Bild: Laut einer Studie hatten 39 Prozent der Zweieinhalbjährigen schon mal ei…
Finn sitzt gebannt vor dem iPad seiner Eltern, während „Bob“, der
Zeichentrick-Baumeister, über den Bildschirm flimmert. Ganz fachmännisch
kann Finn das Gerät bedienen: Nachdem seine Mutter den Suchbegriff bei
YouTube eingegeben hat, wählt er die gewünschte Folge aus, drückt den
Play-Knopf und verstellt die Lautstärke. Finn ist zweieinhalb Jahre alt.
Der Fernseher interessiert Finn schon längst nicht mehr. Kann er doch auf
dem Tablet-PC sein eigenes Programm zusammenstellen. Begeistert nutzt er
Apps, mit denen er Tiergeräusche entsprechenden Bildern zuordnen oder
digitales Memory spielen kann. Mit alldem ist Finn kein Einzelfall: Laut
einer Studie der Kommunikationsagentur Common Sense hatten 39 Prozent
seiner Altersgenossen schon mal ein Mobilgerät in der Hand.
Mit zweieinhalb lernt man eigentlich gerade erst, mit Gabel und Löffel zu
essen. Das ist ein Alter, in dem man Schuhe mit Klettverschluss trägt, weil
man noch keine Schleife binden kann. Geschweige denn lesen und schreiben.
Aber das muss Finn zum Bedienen des iPads auch gar nicht können. Denn
anders als bei herkömmlichen Computern muss auf Tablet-PCs nichts mehr über
die Tastatur eingegeben werden – die Steuerung funktioniert über Bilder und
Icons, Wischen und Klicken.
Seit 2010 ist das iPad auf dem Markt und hat das Computer-Nutzungsverhalten
von Erwachsenen ziemlich durcheinandergerüttelt. Nun stellt sich mehr und
mehr heraus, dass die Geräte auch das Einstiegsalter ihrer Nutzer massiv
senken: Kaum sind die Kleinsten aus dem Krabbelalter raus, schon tauchen
sie in eine Welt ein, die bisher den Erwachsenen vorbehalten war. Oder
deren Erkundung zumindest erst nach der Einschulung startete.
## Unternehmen haben Kinder als neue Zielgruppe erkannt
Der Markt für Apps und Tablet-PC-Formate für Kinder ab dem Säuglingsalter
boomt. Im Appstore des Marktführers Apple findet man über 3.000
Anwendungen, die speziell für Kinder entwickelt wurden, bei Google Play und
anderen Mitbewerbern sieht es nicht anders aus: Da können virtuelle
Gerichte gekocht werden, es gibt in Apps umgewandelte Brettspiele oder
Bilderbücher, die bei Berühren von Musikinstrumenten Klänge erzeugen.

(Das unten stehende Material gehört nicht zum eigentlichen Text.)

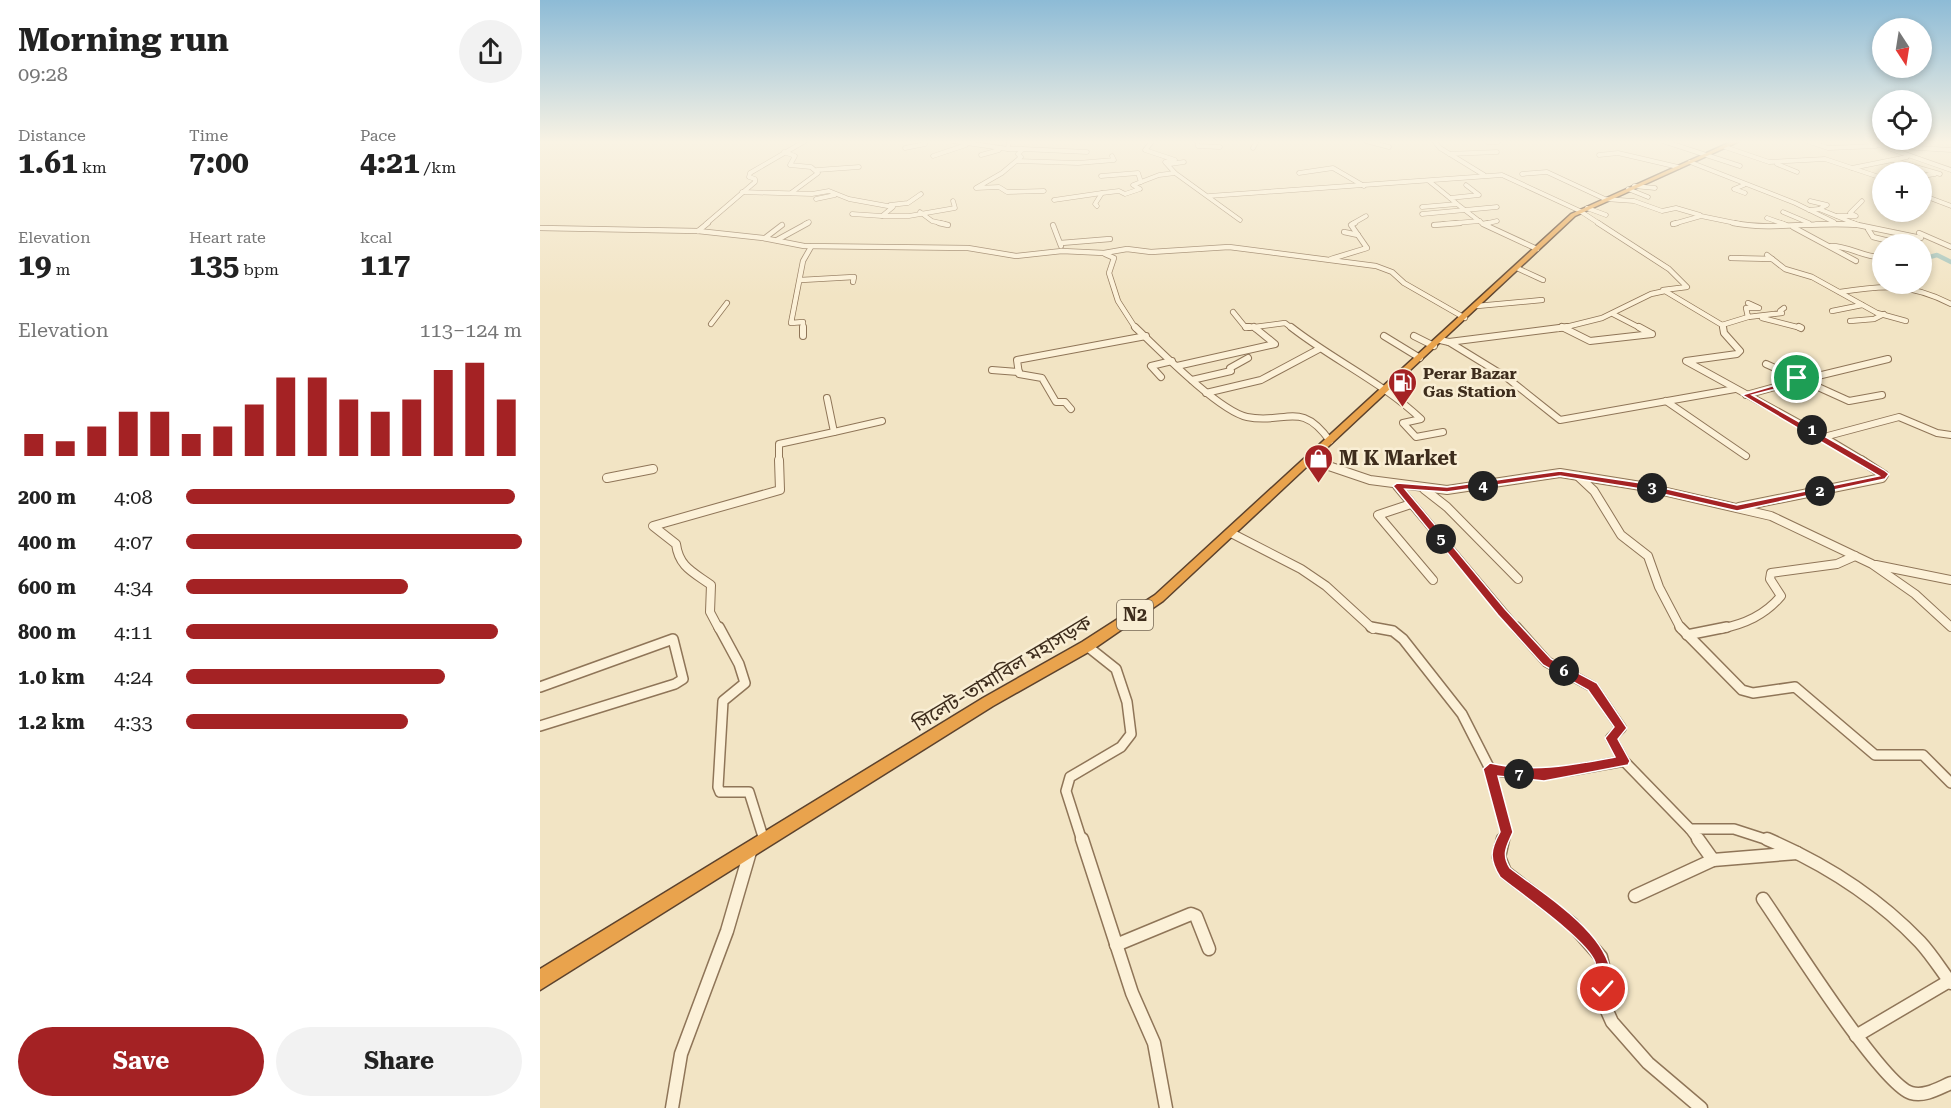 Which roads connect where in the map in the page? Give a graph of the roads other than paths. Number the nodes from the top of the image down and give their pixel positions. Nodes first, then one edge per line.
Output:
1 (742, 192) edge
2 (777, 193) edge
3 (791, 193) joint
4 (803, 193) edge
5 (832, 193) edge
6 (833, 193) edge
7 (1102, 193) junction
8 (1111, 193) edge
9 (1202, 193) edge
10 (1260, 193) edge
11 (1443, 193) edge
12 (1476, 193) edge
13 (1545, 193) edge
14 (1591, 193) edge
15 (1619, 193) edge
16 (1641, 193) edge
17 (1766, 193) edge
18 (921, 194) dead end
19 (1209, 196) junction
20 (1648, 197) dead end
21 (1450, 198) junction
22 (816, 199) dead end
23 (1605, 199) junction
24 (1932, 199) edge
25 (1054, 200) dead end
26 (953, 201) dead end
27 (1810, 201) dead end
28 (1862, 201) dead end
29 (1457, 204) junction
30 (890, 205) junction
31 (1097, 206) dead end
32 (1951, 206) edge
33 (1422, 207) dead end
34 (1497, 207) dead end
35 (1584, 209) junction
36 (1819, 209) junction
37 (1465, 210) junction
38 (1809, 210) junction
39 (920, 212) junction
40 (1783, 212) dead end
41 (852, 214) dead end
42 (1422, 214) dead end
43 (1606, 215) dead end
44 (882, 216) junction
45 (1366, 216) dead end
46 (1701, 216) junction
47 (1833, 216) junction
48 (1767, 218) dead end
49 (1240, 220) dead end
50 (1497, 221) dead end
51 (808, 222) dead end
52 (1482, 222) junction
53 (1835, 223) junction
54 (1673, 224) dead end
55 (1812, 224) junction
56 (782, 225) dead end
57 (948, 225) dead end
58 (1053, 225) dead end
59 (1434, 225) dead end
60 (1858, 225) junction
61 (1790, 226) junction
62 (540, 228) edge
63 (1868, 229) junction
64 (1906, 230) junction
65 (698, 231) junction
66 (1344, 232) dead end
67 (1914, 234) edge
68 (1358, 235) junction
69 (1872, 235) edge
70 (765, 238) junction
71 (927, 239) dead end
72 (1110, 239) dead end
73 (777, 240) junction
74 (1838, 242) dead end
75 (1061, 243) junction
76 (1948, 243) edge
77 (1847, 245) junction
78 (1276, 246) dead end
79 (1831, 246) junction
80 (811, 247) junction
81 (925, 247) junction
82 (1537, 249) junction
83 (1062, 251) junction
84 (1104, 253) junction
85 (1285, 253) junction
86 (1767, 255) dead end
87 (1731, 258) dead end
88 (1872, 258) edge
89 (1329, 260) junction
90 (1773, 260) junction
91 (1856, 261) dead end
92 (1517, 268) junction
93 (801, 280) junction
94 (1543, 280) dead end
95 (853, 282) dead end
96 (1660, 290) junction
97 (1839, 292) junction
98 (1542, 300) dead end
99 (1748, 303) dead end
100 (726, 304) dead end
101 (1951, 304) edge
102 (1862, 305) junction
103 (1477, 306) junction
104 (1784, 308) dead end
105 (1832, 310) dead end
106 (1233, 312) dead end
107 (1613, 314) junction
108 (1884, 314) junction
109 (1748, 317) junction
110 (1465, 318) junction
111 (1760, 318) junction
112 (1850, 321) dead end
113 (1906, 321) dead end
114 (712, 322) dead end
115 (1722, 325) junction
116 (1253, 327) junction
117 (1560, 327) junction
118 (1801, 328) dead end
119 (802, 336) dead end
120 (1146, 336) junction
121 (1384, 336) dead end
122 (1414, 336) dead end
123 (1441, 343) junction
124 (1319, 349) junction
125 (1248, 358) dead end
126 (1420, 358) junction
127 (1888, 359) dead end
128 (1175, 363) junction
129 (1766, 364) dead end
130 (992, 370) dead end
131 (1019, 372) junction
132 (1161, 377) dead end
133 (1192, 380) junction
134 (1797, 381) junction
135 (1735, 389) junction
136 (1385, 390) junction
137 (1206, 393) junction
138 (1746, 395) junction
139 (1882, 395) dead end
140 (827, 398) dead end
141 (1666, 401) junction
142 (1071, 409) dead end
143 (1868, 417) dead end
144 (882, 421) dead end
145 (1877, 423) junction
146 (834, 432) junction
147 (1443, 432) dead end
148 (1951, 435) edge
149 (1824, 437) junction
150 (1330, 441) junction
151 (1746, 456) dead end
152 (1311, 460) junction
153 (653, 468) dead end
154 (1575, 474) junction
155 (607, 478) dead end
156 (1397, 486) junction
157 (1422, 487) junction
158 (1411, 504) junction
159 (1737, 508) junction
160 (1231, 532) junction
161 (1855, 556) junction
162 (1872, 564) junction
163 (1518, 579) dead end
164 (1433, 580) dead end
165 (1951, 580) edge
166 (1951, 627) edge
167 (1687, 635) junction
168 (1087, 646) junction
169 (540, 687) edge
170 (540, 726) edge
171 (1624, 761) junction
172 (1490, 769) junction
173 (1951, 783) edge
174 (1690, 829) junction
175 (764, 840) junction
176 (751, 848) junction
177 (1798, 853) junction
178 (1713, 860) junction
179 (1635, 896) dead end
180 (1762, 899) dead end
181 (1116, 945) junction
182 (1209, 949) dead end
183 (540, 980) edge
184 (1951, 982) edge
185 (1856, 1036) junction
186 (1951, 1083) edge
187 (672, 1108) edge
188 (1166, 1108) edge
189 (1701, 1108) edge

1 - 65 street
2 - 3 street
3 - 4 street
5 - 22 street
6 - 30 street
7 - 8 street
7 - 25 street
7 - 31 street
9 - 19 street
10 - 19 street
11 - 21 street
12 - 21 street
13 - 35 street
14 - 23 street
15 - 23 highway, সিলেট-তামাবিল মহাসড়ক / N2
16 - 20 street
17 - 38 street
18 - 30 street
19 - 49 street
21 - 29 street
23 - 35 highway, সিলেট-তামাবিল মহাসড়ক / N2
23 - 46 street
24 - 32 street
26 - 39 street
27 - 36 street
28 - 47 street
29 - 33 street
29 - 37 street
30 - 44 street
34 - 37 street
35 - 43 street
35 - 82 highway, সিলেট-তামাবিল মহাসড়ক / N2
35 - 96 street
36 - 38 street
36 - 47 street
37 - 42 street
37 - 52 street
38 - 53 street
39 - 44 street
39 - 57 street
40 - 55 street
41 - 44 street
45 - 68 street
46 - 54 street
46 - 61 street
47 - 60 street
48 - 61 street
50 - 52 street
51 - 73 street
52 - 59 street
52 - 82 street
53 - 55 street
53 - 60 street
55 - 61 street
56 - 70 street
58 - 75 street
60 - 63 street
61 - 79 street
62 - 65 street
63 - 64 street
63 - 69 street
64 - 67 street
64 - 76 street
65 - 70 street
66 - 68 street
68 - 89 street
70 - 73 street
71 - 81 street
72 - 75 street
73 - 80 street
74 - 77 street
75 - 83 street
77 - 79 street
77 - 88 street
78 - 85 street
79 - 91 street
80 - 81 street
80 - 93 street
81 - 83 street
82 - 92 highway, সিলেট-তামাবিল মহাসড়ক / N2
83 - 84 street
84 - 85 street
84 - 120 street
85 - 89 street
86 - 90 street
87 - 90 street
89 - 110 street
90 - 97 street
92 - 94 street
92 - 103 highway, সিলেট-তামাবিল মহাসড়ক / N2
93 - 95 street
93 - 119 street
96 - 107 street
96 - 115 street
97 - 101 street
97 - 102 street
98 - 103 street
99 - 109 street
100 - 114 street
102 - 105 street
102 - 108 street
103 - 110 highway, সিলেট-তামাবিল মহাসড়ক / N2
104 - 111 street
106 - 116 street
107 - 117 street
107 - 117 street
108 - 112 street
108 - 113 street
109 - 111 street
109 - 115 street
110 - 123 highway, সিলেট-তামাবিল মহাসড়ক / N2
111 - 118 street
115 - 135 street
116 - 124 street
116 - 128 street
117 - 123 street
120 - 128 street
120 - 131 street
121 - 126 street
122 - 123 street
123 - 126 highway, সিলেট-তামাবিল মহাসড়ক / N2
123 - 141 street
124 - 136 street
124 - 137 street
125 - 133 street
126 - 136 highway, সিলেট-তামাবিল মহাসড়ক / N2
127 - 134 street
128 - 132 street
128 - 133 street
129 - 134 street
130 - 131 street
131 - 142 street
133 - 137 street
134 - 138 street
134 - 139 street
135 - 138 street
135 - 141 street
136 - 147 street
136 - 150 highway, সিলেট-তামাবিল মহাসড়ক / N2
137 - 150 street
138 - 149 street
140 - 146 street
141 - 151 street
143 - 145 street
144 - 146 street
145 - 148 street
145 - 149 street
146 - 175 street
149 - 159 street
150 - 152 highway, সিলেট-তামাবিল মহাসড়ক / N2
152 - 156 street
152 - 160 highway, সিলেট-তামাবিল মহাসড়ক / N2
153 - 155 street
154 - 157 street
154 - 159 street
154 - 167 street
156 - 157 street
156 - 158 street
157 - 163 street
158 - 164 street
158 - 171 street
159 - 161 street
160 - 168 highway, সিলেট-তামাবিল মহাসড়ক / N2
160 - 172 street
161 - 162 street
161 - 167 street
162 - 165 street
162 - 166 street
167 - 173 street
168 - 175 highway, সিলেট-তামাবিল মহাসড়ক / N2
168 - 181 street
169 - 170 street
171 - 172 street
171 - 174 street
172 - 189 street
174 - 177 street
174 - 178 street
175 - 176 highway, সিলেট-তামাবিল মহাসড়ক / N2
176 - 183 highway, সিলেট-তামাবিল মহাসড়ক / N2
176 - 187 street
177 - 178 street
177 - 184 street
178 - 179 street
180 - 185 street
181 - 182 street
181 - 188 street
184 - 185 street
185 - 186 street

Unternehmen haben Kinder als neue Zielgruppe erkannt und arbeiten daran,
sie frühzeitig an ihre Geräte zu binden.
„Vor allem ist Finn ein YouTube-Profi“, erzählt seine Mutter. „Er
unterscheidet schon zwischen verschiedenen Sprachen und wechselt zu einer
anderen Folge, wenn er ein englisches Video angeklickt hat.“ Andere Eltern
laden bei YouTube Videos hoch, in denen ihre Kinder im Krabbelalter gekonnt
mit digitalen Pinseln malen und auf der Suche nach der passenden App durch
das Menü navigieren. Diese Eltern nehmen die digitale Entwicklung ihrer
Kinder nicht einfach nur hin, sie sind stolz auf deren Fortschrittlichkeit.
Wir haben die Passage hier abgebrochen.